Pranayama 1-2-3-4

Breathing 1-2-3-4

Sit erect with pillow under bottom or sit on chair with feet planted on floor.The type of breath for breathing 1-2-3-4:
Ujjuyai breath or ocean breathe. Diaphragmatically breathe through nose, air against back of throat down to deep in belly.The rhythm of this breath is as follows:
Breathing in for 4 counts
Hold for 4 counts
Breathe out for 6 counts
Hold for 2 counts.

It is done at 3 locations. 8 times at waist and chest, 6 times at top of shoulders.
1st position: With hands at side of waist, palms down, thumbs toward back, fingers together toward front.Repeat 8 times.
2nd position: With hands upper chest, thumbs in armpits, fingers together with palms facing down over chest.
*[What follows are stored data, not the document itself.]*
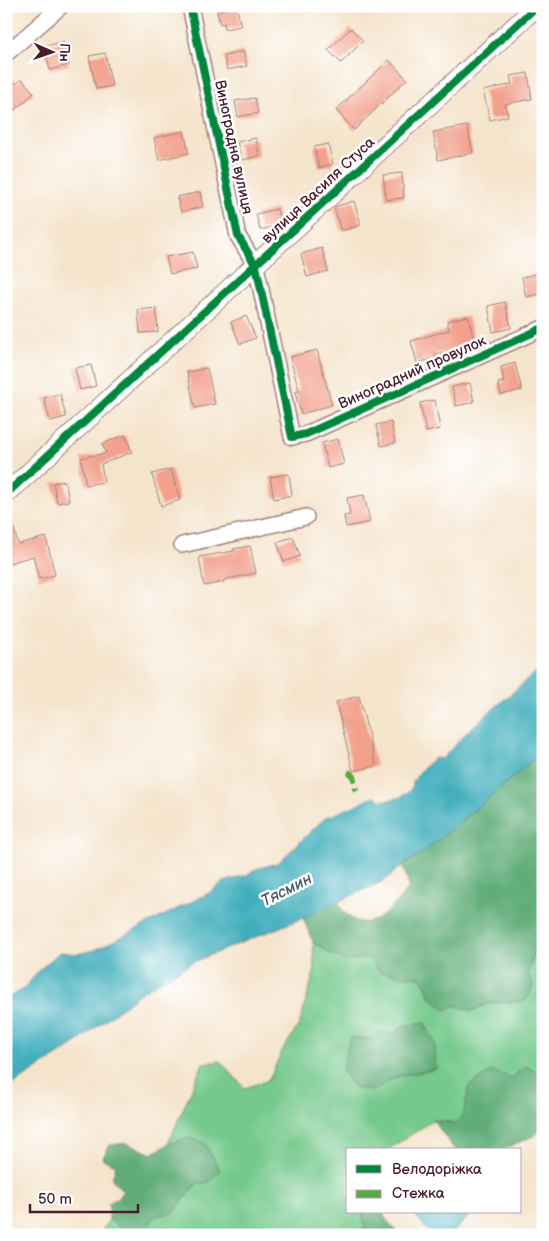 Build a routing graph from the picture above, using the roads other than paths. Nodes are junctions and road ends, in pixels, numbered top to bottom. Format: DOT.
graph roads {
  1 [pos="61,6"];
  2 [pos="190,6"];
  3 [pos="537,6"];
  4 [pos="6,54"];
  5 [pos="256,266"];
  6 [pos="543,328"];
  7 [pos="292,437"];
  8 [pos="6,494"];
  9 [pos="306,517"];
  10 [pos="182,545"];
  1 -- 4 [label="street"];
  2 -- 5 [label="street, Виноградна вулиця"];
  3 -- 5 [label="street, вулиця Василя Стуса"];
  5 -- 7 [label="street, Виноградна вулиця"];
  5 -- 8 [label="street, вулиця Василя Стуса"];
  6 -- 7 [label="street, Виноградний провулок"];
  9 -- 10 [label="street"];
}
Repeat 8 times
3rd position: place thumbs on middle of collar bone, index fingers resting on top of shoulders, fingers together and pointing down back, elbows up toward sky as much as possible. Repeat 6 times.
After 6th set, bring arms and hands up over head, imagining white light surrounding you and coming forward and enveloping you.

This breath can be used for regulating the breath during anxiety, insomnia, mind racing, and other situations where one feels themselves out of touch and unable to calm down.